━━ MATERIAL FOR THIS TASK ━━
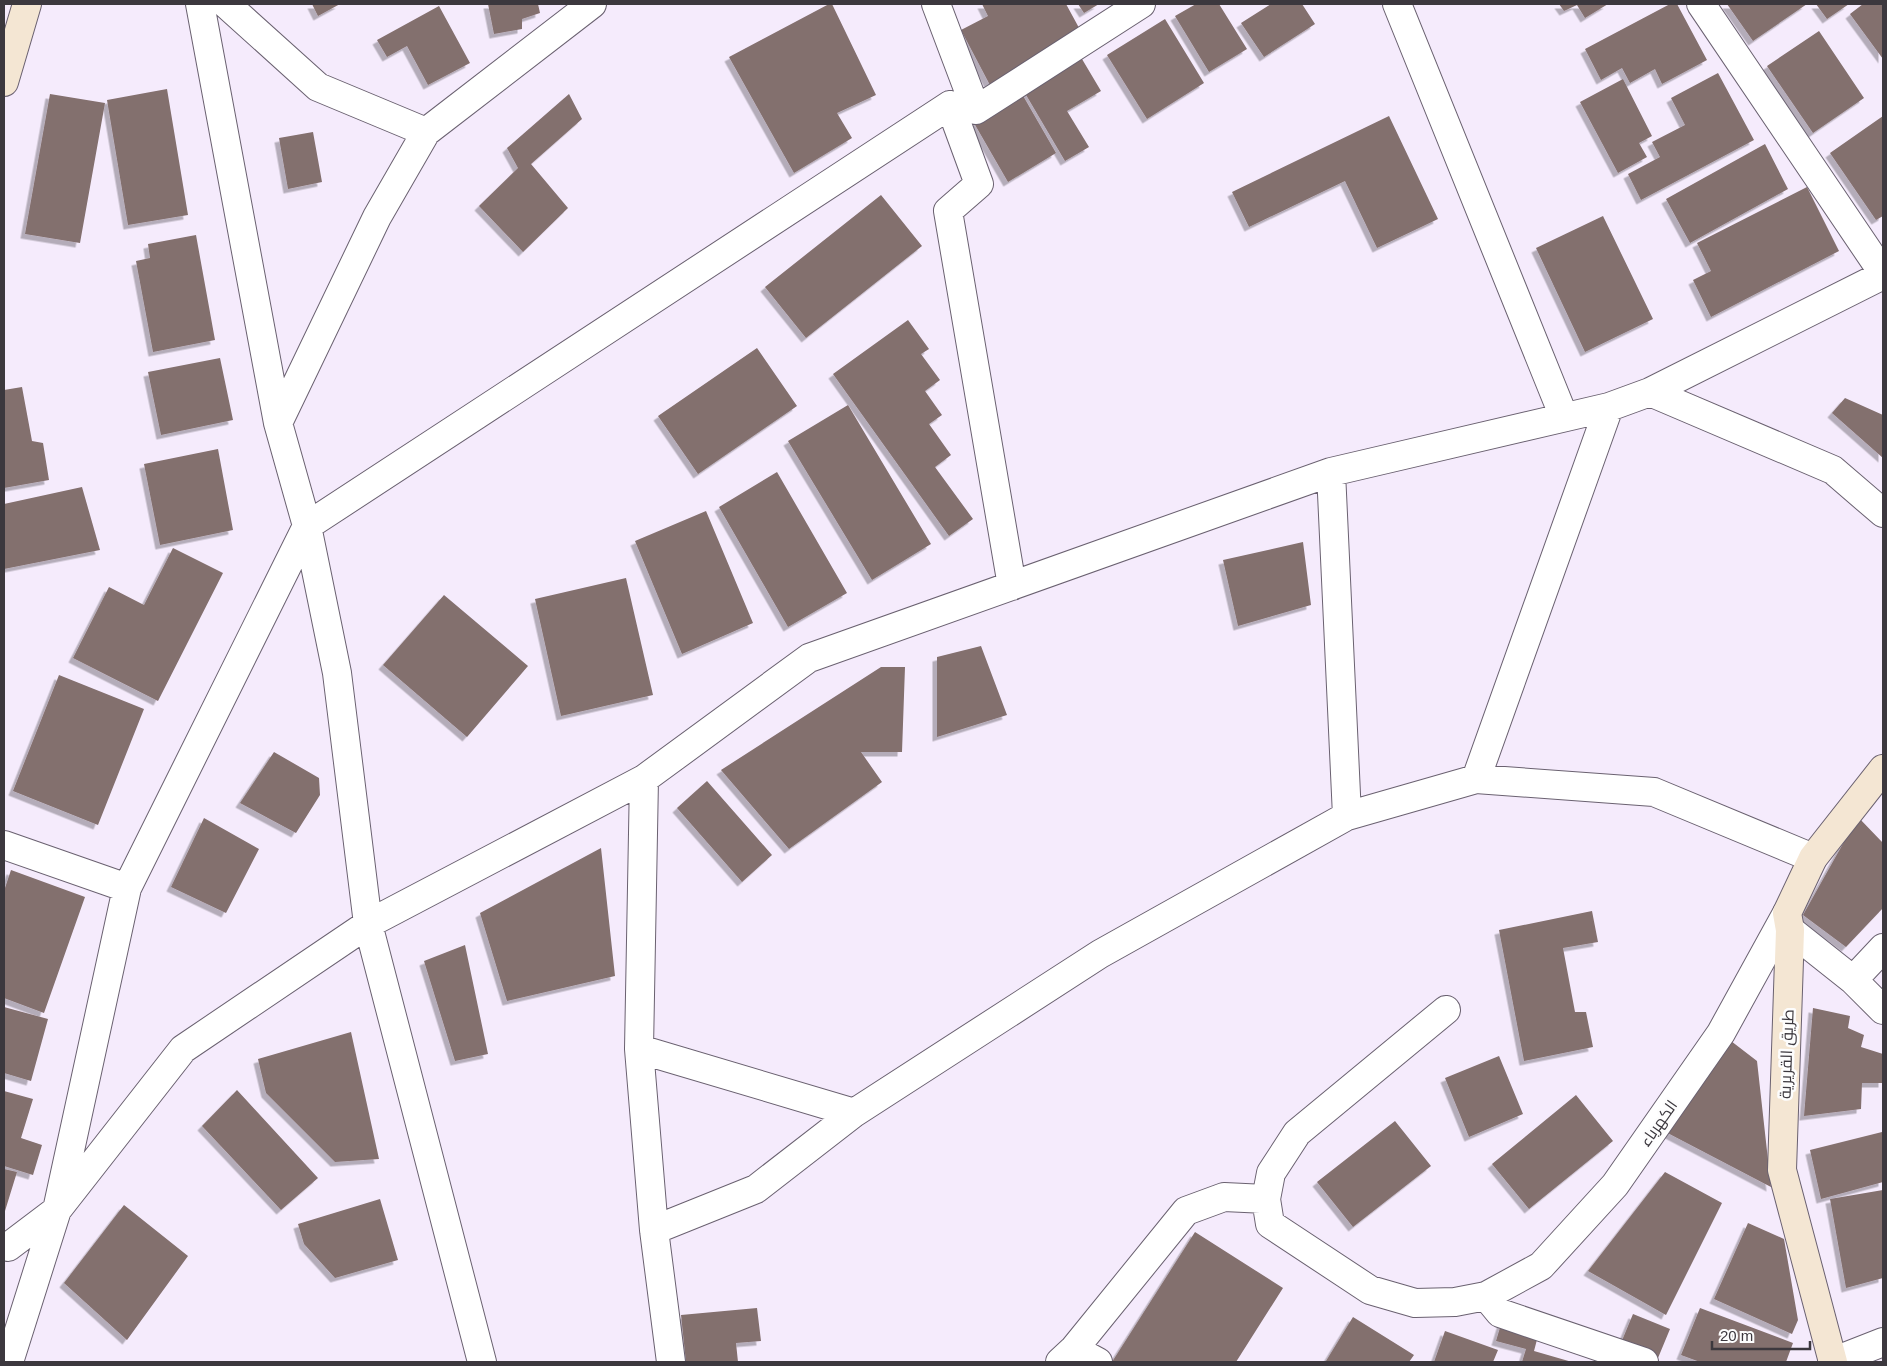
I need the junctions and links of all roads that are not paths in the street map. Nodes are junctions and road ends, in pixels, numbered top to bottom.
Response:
1 (27, 4) edge
2 (200, 4) edge
3 (226, 4) edge
4 (592, 4) edge
5 (936, 4) edge
6 (1141, 4) edge
7 (1701, 4) edge
8 (1402, 5) edge
9 (4, 82) edge
10 (963, 107) junction
11 (426, 132) junction
12 (1883, 274) edge
13 (1650, 392) junction
14 (1608, 407) junction
15 (1564, 417) junction
16 (278, 423) junction
17 (1331, 472) junction
18 (1883, 513) edge
19 (307, 526) junction
20 (1012, 586) junction
21 (1883, 769) edge
22 (644, 779) junction
23 (1476, 779) junction
24 (1347, 816) junction
25 (4, 845) edge
26 (1813, 858) junction
27 (127, 888) junction
28 (1789, 922) junction
29 (368, 924) junction
30 (1883, 948) edge
31 (1853, 980) junction
32 (1446, 1010) dead end
33 (1883, 1010) edge
34 (639, 1049) junction
35 (854, 1113) junction
36 (1266, 1199) junction
37 (56, 1210) junction
38 (654, 1230) junction
39 (4, 1246) edge
40 (1486, 1296) junction
41 (1883, 1342) edge
42 (1067, 1355) edge
43 (479, 1360) edge
44 (9, 1362) edge
45 (671, 1362) edge
46 (1098, 1362) edge
47 (1644, 1362) edge
48 (1832, 1362) edge

1 - 9 street
2 - 16 street
3 - 11 street
4 - 11 street
5 - 10 street
6 - 10 street
7 - 12 street
8 - 15 street
10 - 19 street
10 - 20 street
11 - 16 street
12 - 13 street
13 - 14 street
13 - 18 street
14 - 15 street
14 - 23 street
15 - 17 street
16 - 19 street
17 - 20 street
17 - 24 street
19 - 27 street
19 - 29 street
20 - 22 street
21 - 26 street, طريق القريرية
22 - 29 street
22 - 34 street
23 - 24 street
23 - 26 street
24 - 35 street
25 - 27 street
26 - 28 street, طريق القريرية
27 - 37 street
28 - 31 street
28 - 40 street, الكهرباء
28 - 48 street, طريق القريرية
29 - 37 street
29 - 43 street
30 - 31 street
31 - 33 street
32 - 36 street, الكهرباء
34 - 35 street
34 - 38 street
35 - 38 street
36 - 40 street, الكهرباء
36 - 42 street
37 - 39 street
37 - 44 street
38 - 45 street
40 - 47 street
41 - 48 street
42 - 46 street

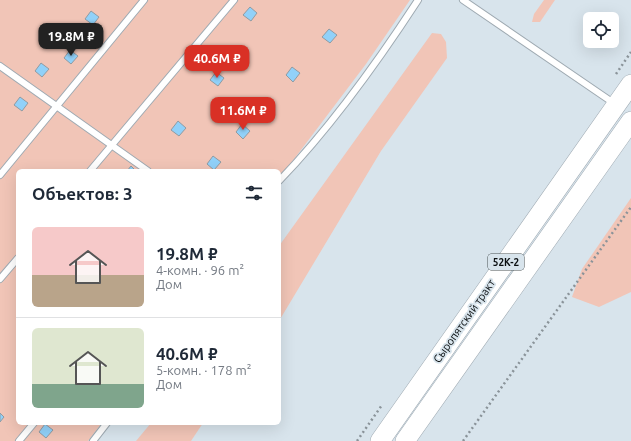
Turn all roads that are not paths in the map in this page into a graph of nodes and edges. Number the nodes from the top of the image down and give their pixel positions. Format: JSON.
{"nodes":[{"id":1,"x":144,"y":0,"type":"edge"},
{"id":2,"x":234,"y":0,"type":"edge"},
{"id":3,"x":418,"y":0,"type":"edge"},
{"id":4,"x":463,"y":0,"type":"edge"},
{"id":5,"x":0,"y":66,"type":"edge"},
{"id":6,"x":631,"y":84,"type":"edge"},
{"id":7,"x":616,"y":104,"type":"junction"},
{"id":8,"x":58,"y":105,"type":"junction"},
{"id":9,"x":631,"y":122,"type":"edge"},
{"id":10,"x":112,"y":145,"type":"junction"},
{"id":11,"x":92,"y":169,"type":"edge"},
{"id":12,"x":145,"y":169,"type":"edge"},
{"id":13,"x":0,"y":175,"type":"edge"},
{"id":14,"x":281,"y":179,"type":"edge"},
{"id":15,"x":16,"y":260,"type":"edge"},
{"id":16,"x":0,"y":280,"type":"edge"},
{"id":17,"x":32,"y":425,"type":"edge"},
{"id":18,"x":106,"y":425,"type":"edge"},
{"id":19,"x":19,"y":441,"type":"edge"},
{"id":20,"x":94,"y":441,"type":"edge"},
{"id":21,"x":380,"y":441,"type":"edge"},
{"id":22,"x":405,"y":441,"type":"edge"}],
"edges":[{"from":1,"to":8,"type":"lane"},
{"from":2,"to":10,"type":"lane"},
{"from":3,"to":14,"type":"lane"},
{"from":4,"to":7,"type":"lane"},
{"from":5,"to":8,"type":"lane"},
{"from":6,"to":7,"type":"main road","name":"Сыропятский тракт","number":"52К-2"},
{"from":7,"to":21,"type":"main road","name":"Сыропятский тракт","number":"52К-2"},
{"from":8,"to":10,"type":"lane"},
{"from":8,"to":13,"type":"lane"},
{"from":9,"to":22,"type":"main road","name":"Сыропятский тракт","number":"52К-2"},
{"from":10,"to":11,"type":"lane"},
{"from":10,"to":12,"type":"lane"},
{"from":15,"to":16,"type":"lane"},
{"from":17,"to":19,"type":"lane"},
{"from":18,"to":20,"type":"lane"}]}
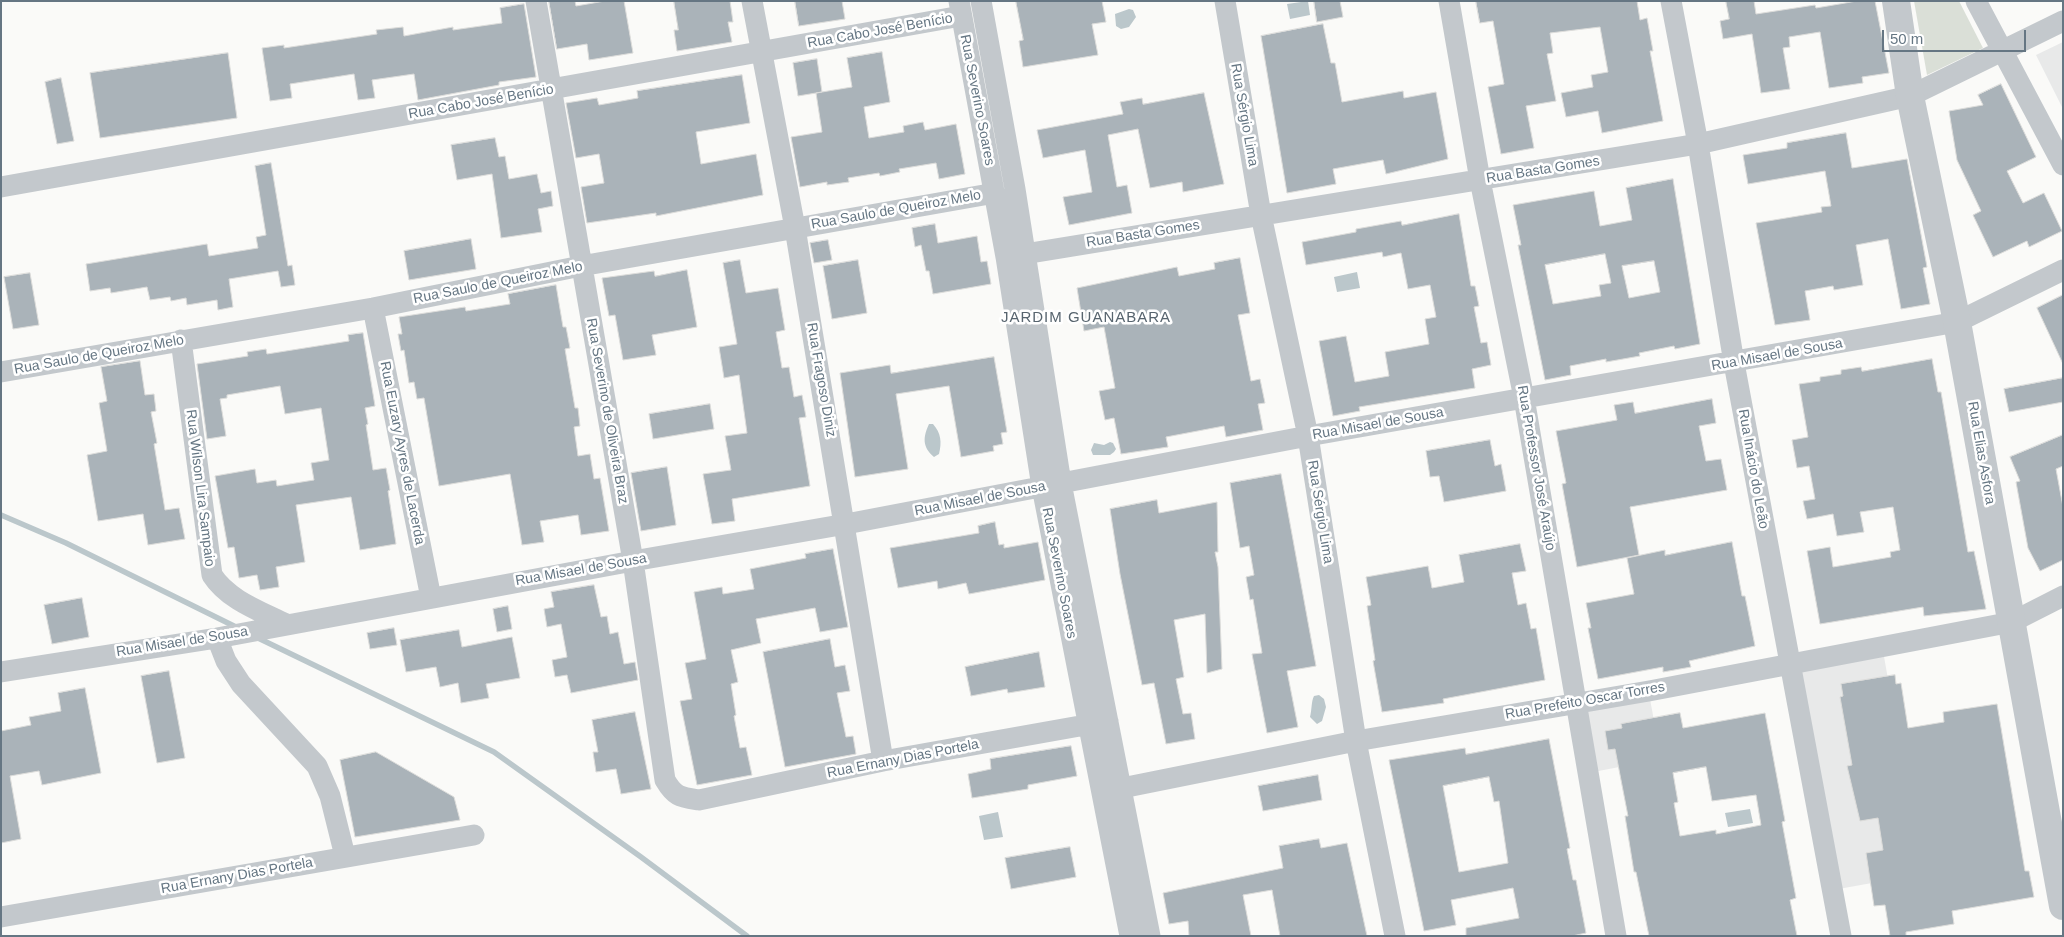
━━━
WORK INSTRUCTIONS
If a line of the data includes the word "name", it counts; give how many lines do, as a bare number.

EXPECTED ANSWER
3